Тут Джеральд поднял руку в протестующем жесте.
– Не надо внушать мне ложную надежду! Большие амбиции, высокие мечты и то, что, возможно, было во мне божественного, ушли навсегда. Но осталась привычка, традиции и искренняя любовь. Я не хочу сказать, что это – героизм. Я хочу сказать, что этого достаточно. Поэтому пусть крепкие узы, которыми ты связала меня, доставляют тебе удовольствие сами по себе, и не надо украшать их бумажными цветами и оптимизмом.

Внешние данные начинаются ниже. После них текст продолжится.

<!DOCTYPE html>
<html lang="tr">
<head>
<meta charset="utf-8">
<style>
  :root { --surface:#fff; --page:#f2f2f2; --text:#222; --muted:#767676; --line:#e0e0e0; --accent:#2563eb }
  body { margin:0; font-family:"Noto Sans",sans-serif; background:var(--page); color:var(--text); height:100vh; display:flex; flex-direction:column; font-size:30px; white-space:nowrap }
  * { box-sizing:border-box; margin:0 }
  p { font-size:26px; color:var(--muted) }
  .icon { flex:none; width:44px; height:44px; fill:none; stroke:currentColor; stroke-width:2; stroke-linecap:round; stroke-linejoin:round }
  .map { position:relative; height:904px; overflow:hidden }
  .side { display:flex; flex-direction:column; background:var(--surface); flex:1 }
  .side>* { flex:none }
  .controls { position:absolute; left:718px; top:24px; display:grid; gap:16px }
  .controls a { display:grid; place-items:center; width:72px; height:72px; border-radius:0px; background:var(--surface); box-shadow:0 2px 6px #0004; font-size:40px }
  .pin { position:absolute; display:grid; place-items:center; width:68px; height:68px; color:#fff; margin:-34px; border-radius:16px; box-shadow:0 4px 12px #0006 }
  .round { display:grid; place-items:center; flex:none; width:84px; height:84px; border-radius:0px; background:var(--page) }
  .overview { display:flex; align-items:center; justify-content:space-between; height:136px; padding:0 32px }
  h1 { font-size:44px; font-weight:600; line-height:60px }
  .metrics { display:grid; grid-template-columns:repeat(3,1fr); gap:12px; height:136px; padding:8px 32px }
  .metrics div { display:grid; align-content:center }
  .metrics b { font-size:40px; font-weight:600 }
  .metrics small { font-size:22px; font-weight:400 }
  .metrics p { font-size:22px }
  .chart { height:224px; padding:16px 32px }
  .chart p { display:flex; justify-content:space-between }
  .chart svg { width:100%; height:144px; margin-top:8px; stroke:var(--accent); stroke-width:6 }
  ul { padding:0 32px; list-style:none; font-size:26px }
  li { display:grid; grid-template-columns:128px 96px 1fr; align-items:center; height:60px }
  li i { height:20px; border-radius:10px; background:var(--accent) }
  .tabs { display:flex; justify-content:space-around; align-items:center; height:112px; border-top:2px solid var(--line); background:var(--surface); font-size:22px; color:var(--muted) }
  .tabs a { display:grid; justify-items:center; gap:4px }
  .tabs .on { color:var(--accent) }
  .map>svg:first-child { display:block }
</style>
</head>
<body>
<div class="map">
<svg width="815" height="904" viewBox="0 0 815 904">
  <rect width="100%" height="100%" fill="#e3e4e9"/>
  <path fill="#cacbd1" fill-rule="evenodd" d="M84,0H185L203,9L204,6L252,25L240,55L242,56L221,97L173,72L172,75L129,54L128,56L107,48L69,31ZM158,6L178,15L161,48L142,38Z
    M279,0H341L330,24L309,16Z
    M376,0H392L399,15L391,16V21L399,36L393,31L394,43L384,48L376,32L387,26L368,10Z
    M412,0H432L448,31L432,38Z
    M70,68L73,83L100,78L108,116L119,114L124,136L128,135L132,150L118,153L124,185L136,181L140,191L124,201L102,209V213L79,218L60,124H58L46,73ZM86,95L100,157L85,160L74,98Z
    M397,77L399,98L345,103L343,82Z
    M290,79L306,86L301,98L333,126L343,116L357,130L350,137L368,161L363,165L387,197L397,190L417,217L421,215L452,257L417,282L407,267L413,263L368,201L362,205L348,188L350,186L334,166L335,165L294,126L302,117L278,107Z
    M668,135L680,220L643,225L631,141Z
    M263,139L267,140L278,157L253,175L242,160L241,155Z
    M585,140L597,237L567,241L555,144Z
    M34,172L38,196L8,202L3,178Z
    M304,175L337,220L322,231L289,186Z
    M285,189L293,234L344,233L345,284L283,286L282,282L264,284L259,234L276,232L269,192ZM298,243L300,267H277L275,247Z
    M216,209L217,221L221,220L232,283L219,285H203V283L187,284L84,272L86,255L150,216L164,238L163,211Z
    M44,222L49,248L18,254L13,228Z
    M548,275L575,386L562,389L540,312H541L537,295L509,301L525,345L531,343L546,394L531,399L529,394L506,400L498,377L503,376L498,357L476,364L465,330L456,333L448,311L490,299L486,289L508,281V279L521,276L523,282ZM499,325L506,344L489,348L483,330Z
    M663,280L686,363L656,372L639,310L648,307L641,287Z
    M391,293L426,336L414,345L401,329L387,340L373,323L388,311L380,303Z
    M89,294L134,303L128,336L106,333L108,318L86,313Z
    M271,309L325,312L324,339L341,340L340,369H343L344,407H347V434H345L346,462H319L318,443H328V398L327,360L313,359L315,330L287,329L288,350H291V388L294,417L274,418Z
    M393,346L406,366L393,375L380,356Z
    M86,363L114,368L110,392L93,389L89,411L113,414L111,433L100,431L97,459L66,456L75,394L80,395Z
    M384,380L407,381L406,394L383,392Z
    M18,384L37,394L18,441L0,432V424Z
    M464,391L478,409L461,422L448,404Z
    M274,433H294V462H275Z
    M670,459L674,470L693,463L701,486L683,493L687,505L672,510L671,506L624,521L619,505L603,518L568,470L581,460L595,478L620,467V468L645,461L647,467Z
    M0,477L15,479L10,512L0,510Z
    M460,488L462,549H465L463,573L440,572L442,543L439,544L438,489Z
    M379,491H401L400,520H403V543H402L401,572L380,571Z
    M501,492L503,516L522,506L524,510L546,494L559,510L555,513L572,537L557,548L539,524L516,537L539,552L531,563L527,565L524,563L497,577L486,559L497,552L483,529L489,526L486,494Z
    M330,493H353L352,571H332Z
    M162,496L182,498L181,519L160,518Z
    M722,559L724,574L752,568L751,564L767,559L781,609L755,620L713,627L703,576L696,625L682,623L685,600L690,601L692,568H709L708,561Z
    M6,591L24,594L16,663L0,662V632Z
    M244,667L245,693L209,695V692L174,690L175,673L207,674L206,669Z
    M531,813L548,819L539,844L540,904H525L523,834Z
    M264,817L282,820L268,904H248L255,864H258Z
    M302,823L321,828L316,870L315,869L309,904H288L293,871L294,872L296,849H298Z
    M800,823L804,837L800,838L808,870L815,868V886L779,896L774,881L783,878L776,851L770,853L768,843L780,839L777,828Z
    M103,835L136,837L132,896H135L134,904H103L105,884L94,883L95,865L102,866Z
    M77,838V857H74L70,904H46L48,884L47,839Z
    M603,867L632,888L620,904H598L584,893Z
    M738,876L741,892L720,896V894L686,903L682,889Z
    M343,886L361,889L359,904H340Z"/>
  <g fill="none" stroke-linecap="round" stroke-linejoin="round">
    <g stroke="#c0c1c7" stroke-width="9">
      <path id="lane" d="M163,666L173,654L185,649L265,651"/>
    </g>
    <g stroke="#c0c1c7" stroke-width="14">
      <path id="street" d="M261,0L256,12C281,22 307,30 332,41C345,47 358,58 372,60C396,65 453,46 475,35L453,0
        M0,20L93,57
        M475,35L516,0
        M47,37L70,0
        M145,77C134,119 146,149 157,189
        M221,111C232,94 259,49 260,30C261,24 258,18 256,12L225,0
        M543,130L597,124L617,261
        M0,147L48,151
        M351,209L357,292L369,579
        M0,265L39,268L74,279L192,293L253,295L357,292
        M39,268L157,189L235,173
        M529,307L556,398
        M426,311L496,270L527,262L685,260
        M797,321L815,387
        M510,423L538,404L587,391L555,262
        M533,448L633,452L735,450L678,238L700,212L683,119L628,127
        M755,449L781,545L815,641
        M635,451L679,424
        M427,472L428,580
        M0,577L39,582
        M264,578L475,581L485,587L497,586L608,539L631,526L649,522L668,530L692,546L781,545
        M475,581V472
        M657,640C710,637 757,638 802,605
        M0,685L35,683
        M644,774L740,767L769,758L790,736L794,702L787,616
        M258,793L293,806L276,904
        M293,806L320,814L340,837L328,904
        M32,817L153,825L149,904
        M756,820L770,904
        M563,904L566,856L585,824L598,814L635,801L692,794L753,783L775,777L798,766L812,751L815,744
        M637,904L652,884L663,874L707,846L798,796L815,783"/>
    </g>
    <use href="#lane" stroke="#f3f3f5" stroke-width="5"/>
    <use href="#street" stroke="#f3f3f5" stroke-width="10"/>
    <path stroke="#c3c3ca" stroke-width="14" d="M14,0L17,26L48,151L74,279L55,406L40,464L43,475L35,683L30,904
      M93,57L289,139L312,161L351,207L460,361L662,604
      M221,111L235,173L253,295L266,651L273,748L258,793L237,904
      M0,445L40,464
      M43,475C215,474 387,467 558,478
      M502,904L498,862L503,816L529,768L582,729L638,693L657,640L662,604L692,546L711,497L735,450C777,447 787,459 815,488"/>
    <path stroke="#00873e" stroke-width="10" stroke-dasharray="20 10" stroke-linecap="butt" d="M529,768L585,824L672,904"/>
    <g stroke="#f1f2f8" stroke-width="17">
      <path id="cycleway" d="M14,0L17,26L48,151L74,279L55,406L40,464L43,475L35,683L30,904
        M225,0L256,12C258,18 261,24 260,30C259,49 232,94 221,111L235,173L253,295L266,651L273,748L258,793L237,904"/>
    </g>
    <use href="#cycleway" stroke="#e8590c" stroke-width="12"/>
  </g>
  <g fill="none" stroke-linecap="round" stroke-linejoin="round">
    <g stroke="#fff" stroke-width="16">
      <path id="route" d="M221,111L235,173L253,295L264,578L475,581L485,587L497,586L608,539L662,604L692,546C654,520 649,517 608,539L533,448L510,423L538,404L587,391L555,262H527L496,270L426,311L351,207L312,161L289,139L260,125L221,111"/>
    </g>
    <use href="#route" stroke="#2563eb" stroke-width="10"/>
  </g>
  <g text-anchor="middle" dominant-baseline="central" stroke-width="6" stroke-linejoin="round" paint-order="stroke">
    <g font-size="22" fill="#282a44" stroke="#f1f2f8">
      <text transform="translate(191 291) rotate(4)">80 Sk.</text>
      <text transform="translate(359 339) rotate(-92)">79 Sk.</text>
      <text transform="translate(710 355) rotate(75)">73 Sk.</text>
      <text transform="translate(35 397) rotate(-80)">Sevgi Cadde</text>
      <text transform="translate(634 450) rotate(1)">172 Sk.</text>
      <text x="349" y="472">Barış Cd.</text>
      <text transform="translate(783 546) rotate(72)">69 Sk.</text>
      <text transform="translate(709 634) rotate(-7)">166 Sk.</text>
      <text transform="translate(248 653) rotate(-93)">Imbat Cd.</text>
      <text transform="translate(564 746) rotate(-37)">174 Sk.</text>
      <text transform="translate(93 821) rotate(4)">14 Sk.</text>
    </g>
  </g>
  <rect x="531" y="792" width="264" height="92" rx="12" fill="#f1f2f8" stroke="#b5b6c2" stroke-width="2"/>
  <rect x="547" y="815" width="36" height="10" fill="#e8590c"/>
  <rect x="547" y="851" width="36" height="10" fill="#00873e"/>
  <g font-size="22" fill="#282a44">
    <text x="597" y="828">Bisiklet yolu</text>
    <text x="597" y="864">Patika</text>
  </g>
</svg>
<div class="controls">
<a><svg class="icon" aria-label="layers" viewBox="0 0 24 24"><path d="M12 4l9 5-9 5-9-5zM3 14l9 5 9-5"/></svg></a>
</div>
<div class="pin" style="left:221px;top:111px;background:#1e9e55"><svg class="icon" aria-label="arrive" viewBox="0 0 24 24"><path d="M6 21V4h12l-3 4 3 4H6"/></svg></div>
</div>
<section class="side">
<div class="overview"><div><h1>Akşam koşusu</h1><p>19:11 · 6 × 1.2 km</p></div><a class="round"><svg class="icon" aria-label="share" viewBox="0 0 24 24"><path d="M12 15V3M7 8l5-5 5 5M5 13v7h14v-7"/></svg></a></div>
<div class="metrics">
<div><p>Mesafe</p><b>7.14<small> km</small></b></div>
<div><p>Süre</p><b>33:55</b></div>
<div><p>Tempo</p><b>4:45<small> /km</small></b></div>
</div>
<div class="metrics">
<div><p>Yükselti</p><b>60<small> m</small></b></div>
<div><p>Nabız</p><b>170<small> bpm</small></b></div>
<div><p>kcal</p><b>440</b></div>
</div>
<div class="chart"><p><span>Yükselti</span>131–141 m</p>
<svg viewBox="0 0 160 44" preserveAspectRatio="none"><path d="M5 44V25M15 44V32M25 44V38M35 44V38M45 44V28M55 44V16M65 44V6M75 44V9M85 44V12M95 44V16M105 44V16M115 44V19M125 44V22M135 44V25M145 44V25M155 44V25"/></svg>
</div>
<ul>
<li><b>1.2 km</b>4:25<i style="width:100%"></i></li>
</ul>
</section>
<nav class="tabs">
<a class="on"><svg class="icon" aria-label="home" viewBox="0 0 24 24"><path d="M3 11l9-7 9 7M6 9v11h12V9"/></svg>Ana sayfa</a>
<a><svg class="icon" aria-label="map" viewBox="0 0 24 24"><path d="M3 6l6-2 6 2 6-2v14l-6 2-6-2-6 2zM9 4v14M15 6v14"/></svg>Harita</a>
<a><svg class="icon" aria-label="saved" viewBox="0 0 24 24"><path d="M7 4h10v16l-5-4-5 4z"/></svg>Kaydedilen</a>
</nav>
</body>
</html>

– Но сам-то ты доволен? – спросила Майя.
Джеральд ответил:
– Я вполне доволен. Пусть каждый день будем мы хранить друг другу верность, любить друг друга и помогать друг другу. И давай не расставаться никогда, о дорогая моя! Я вполне доволен и полностью раскаиваюсь. Я знаю, что моя жизнь без тебя была бы убогой. Я знаю, что хочу только одного – спокойно жить вместе с тобой на Миспекском Болоте. Потому что лучше всего – золотая середина. Зачем мне нужно быть богом или разыскивать неизвестные страны, чтобы править ими? Это хлопотно, в этом много шума и суеты. Лучше быть довольным. Лучше находить удовольствие в милых, обыкновенных событиях человеческой жизни, которую ты проводишь вместе с единственной женщиной, чья любовь к тебе безгранична и неизменна, хотя от ее придирчивого взгляда не ускользает ни один из твоих промахов. Это часть мудрости – знать, что эти вещи вполне достаточны и даже превосходят твои запросы. Честный муж обязан отказаться от поисков более возвышенного образа жизни, жажды того, что ему недоступно, и чего, во всяком случае, можно достичь только ценой усилий, которых оно вовсе не стоит. В уютном и теплом свете домашнего очага каждый из нас рано или поздно видит, что лучше всего – золотая середина.
– Приятно слышать, – сказала Майя, – что ты наконец начал говорить разумные вещи.
С этими словами она протянула руку и с мрачной, но все-таки нежной улыбкой на милом, некрасивом лице, сняла с глаз Джеральда розовые стекла.
– И вот, женщина сделала свое дело, – сказал мужской голос.
Ведь к ним, на обратном пути из Антана, заглянул темнокожий. Он сообщил, что явился, чтобы дать Майе задание превратить еще нескольких мужчин в домашних животных.
– Ведь для женщины, – сказал он, – всегда найдется нежный и благодетельный труд. В данном случае, я повторяю, женщина сделала свое дело. Но там еще гуляет множество неприрученных и несклонных к компромиссам мужчин.
Майя спрятала розовые очки до следующего раза и с несколько отсутствующим видом согласилась, что в случае с Джеральдом она сделала все, что было в ее силах, хотя никто на самом деле не знает, какой мукой он был для нее.
Джеральд на мгновение бросил взгляд на свою жену. В ее лице он обнаружил то, что всякий муж обречен рано или поздно найти. Это вызвало у него смех.
– Несмотря ни на что, – спокойно сказал он, – я – Светловолосый Ху, Помощник и Спаситель, Возлюбленный Небожителей. Я – Князь Третьей Истины в мире, и мне известны только две истины и те компромиссы, которые они порождают.
Темнокожий ответил на это ухмылкой.
– Вас долго ждали. О, как долго скептицизм и отчаяние на разные лады призывали ваше имя, повторяя: «Кто же свергнет Магистра Филологии?!»
– Ну что же, – сказал Джеральд с важным видом, так как он уже сумел взять себя в руки, – это пророчество вот-вот исполнится, ведь я – Кто, и никто иной.